Walking (and other luxuries) – Part 2
Today I wanted to continue comment on walking-as-therapy for recovery. Previously I wrote that I have commenced a program of walking most days of the week, using Austrian hiking poles (sometimes called Nordic poles or more generically trekking poles). These are essentially ultra-light ski poles. I imagine that, like bicycles, the more you pay the lighter they are … and if you’re walking any distance or, like me, walking isn’t easy – then the lighter the better. We’re lucky in my part of the world that the sun is now shining (a bit too much on most days, which is why I walk in the late afternoons) and my poles allow me to go for longish (by my standards) walks – raising a sweat with our appreciative dogs. There are also a number of developments happening around the world into the building of muscle mass and the rewiring of the MS-lesioned-brain to overcome the effects of myelin breakdown. I’ll cover a few here today.
Firstly and fundamentally I reiterate that I follow the concept of neuroplasticity, which has gained traction in recent years to show the brain is able to make new neural pathways to overcome those that are blocked or damaged – and in that regard a recently published book I’d recommend is The Brain That Changes Itself by Norman Doidge MD. I also admire the inspirational exercise efforts of people such as Michael Forbes, Lena, Rebecca Hoover and Dr Terry Wahls.

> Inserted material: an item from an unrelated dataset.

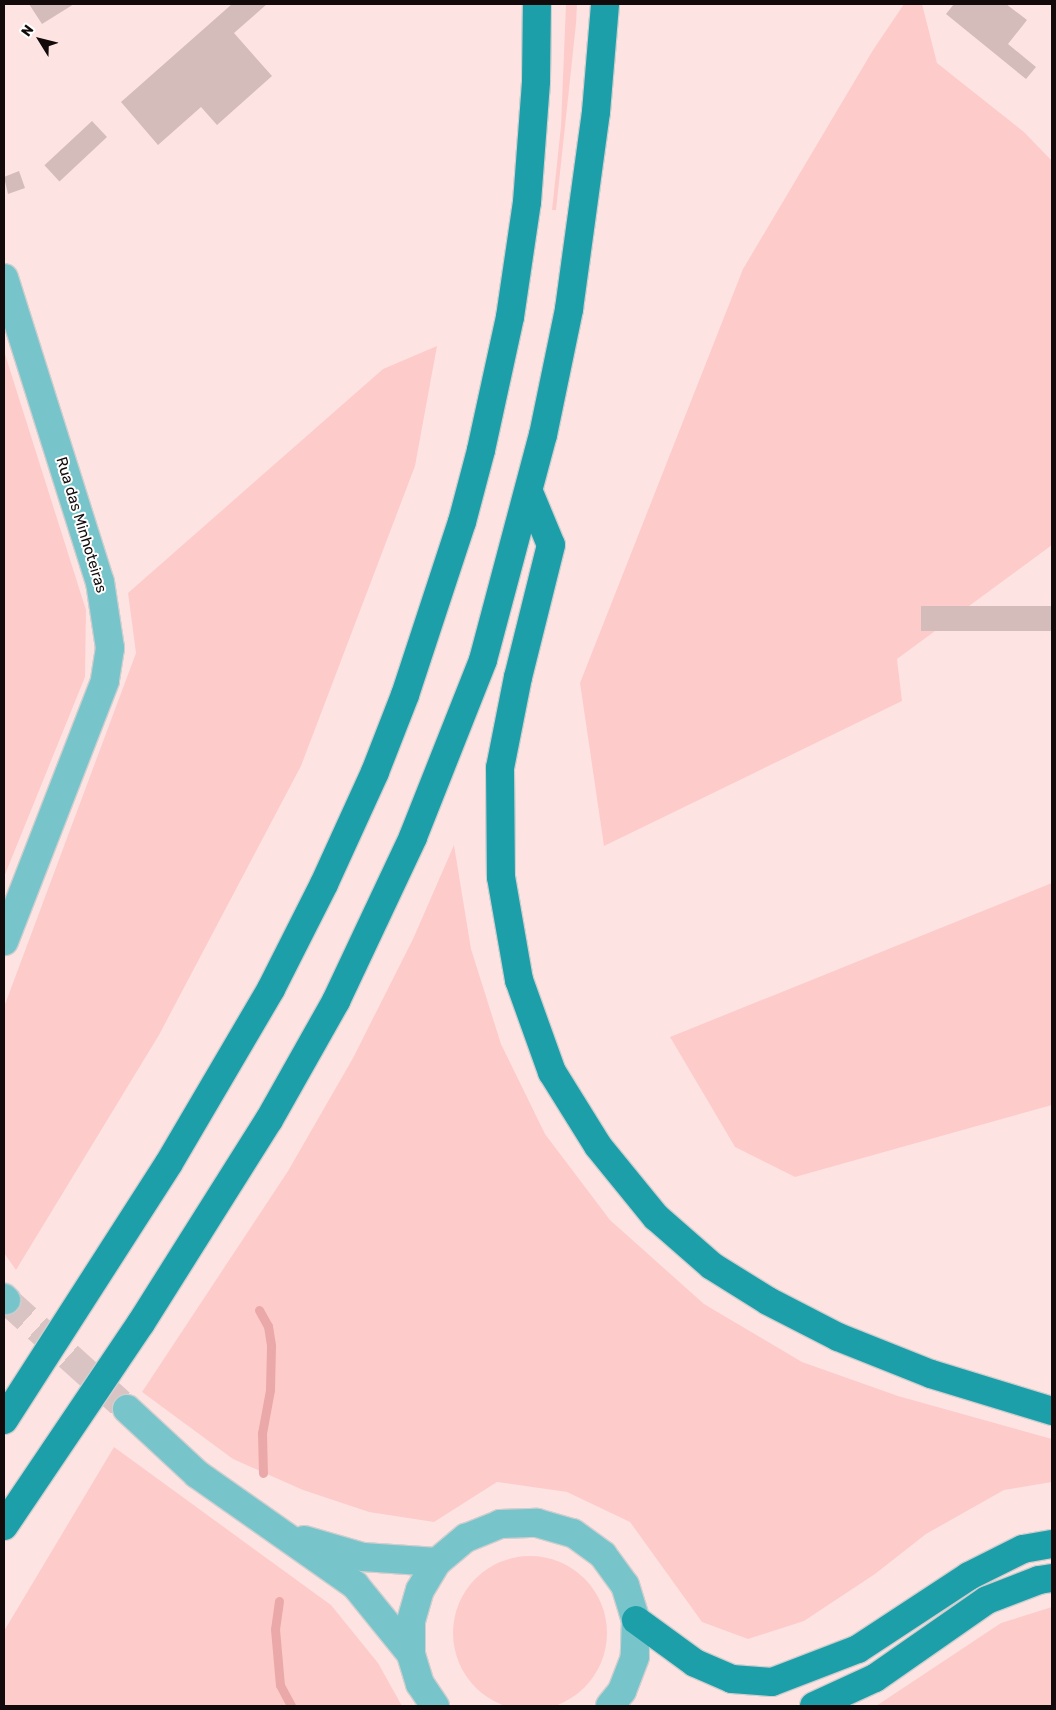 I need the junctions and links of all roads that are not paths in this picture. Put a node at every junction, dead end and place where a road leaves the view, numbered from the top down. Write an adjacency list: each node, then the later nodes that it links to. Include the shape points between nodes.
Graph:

Many other developments are occurring. For instance I see the prestigious McGill University in Canada has a Clinical Trial about to begin on the effectiveness of an “MS tailored exercise program” (MSTEP) in enhancing walking endurance. In the USA the organisation “Project Walk” which usually deals with those affected by severe spinal injuries has a Gait Training Center for Excellence the stated objective of which is to provide advanced functional gait training for people who are moving their legs or are able to walk with or without adaptive aids. In Israel glasses (that look like groovy sunglasses) have been developed to help MS people walk more effectively. They work by virtual reality, putting a black and white grid into the field of vision of the wearer, improving gait as the brain locates and places the feet in the most advantageous position for walking. With continued use the technology allegedly improves walking performance even after the glasses are taken off. On a worthwhile MS blog site called Jeff’s blog I recall reading (but can no longer find) his comment on an electrical orthotic product called Walk-Aide which provides electrical stimulation to the calf muscle on walking, thereby reputedly overcoming foot drop. A story on this particular commercial product – which incidentally was created at Canada’s University of Alberta in Edmonton – aired on a (US) ABC television program in 2008. It is AA battery-operated device about the size of an IPod. It won the US 2007 da Vinci Award, and is said to regenerate communication between the brain and body.
On a much more prosaic note, a UK invention – the MuSmart, the homemade invention of an irrepressible geo-physicist inventor – featured on a BBC-tv program as being an effective, but in this case totally mechanical, means of overcoming footdrop. The device consists of a shoulder harness and an elastic bungee cord which is connected the wearer’s shoe, and the inventor is on record as hoping it will help people with MS and other similar neurological conditions.
Please note I have no link whatsoever to any of these products and cannot vouch for their effectiveness. I merely list them as an overview of the types of developments and ideas which can or might make walking for people with MS a whole lot easier. As for me I continue to mow the lawn (which at the moment is happening too frequently, in the wet season of the subtropics). We’re on a hill, so that can be challenging – but as I’ve said to friends and professionals, the mower comes with a built-in walking frame, so it’s just a question of energy vis-a-vis MS-fatigue and heat, and sometimes breaking the task over 2 or 3 days. And of course I believe I am getting excellent recuperative benefits from those walks (of about 45 minutes) with my daughter’s 2 dogs, the young corgi and the older “intelligence-challenged” boxer. (My apologies to boxer owners everywhere who might be offended by that last gratuitous comment.)
Next time – in perhaps 2 weeks – I’m toying with the idea of writing about the links between viruses and MS – or about theories of how attitude can help healing generally – or perhaps about books I’ve read and/or would recommend. Until then, my best wishes on your own MS recovery.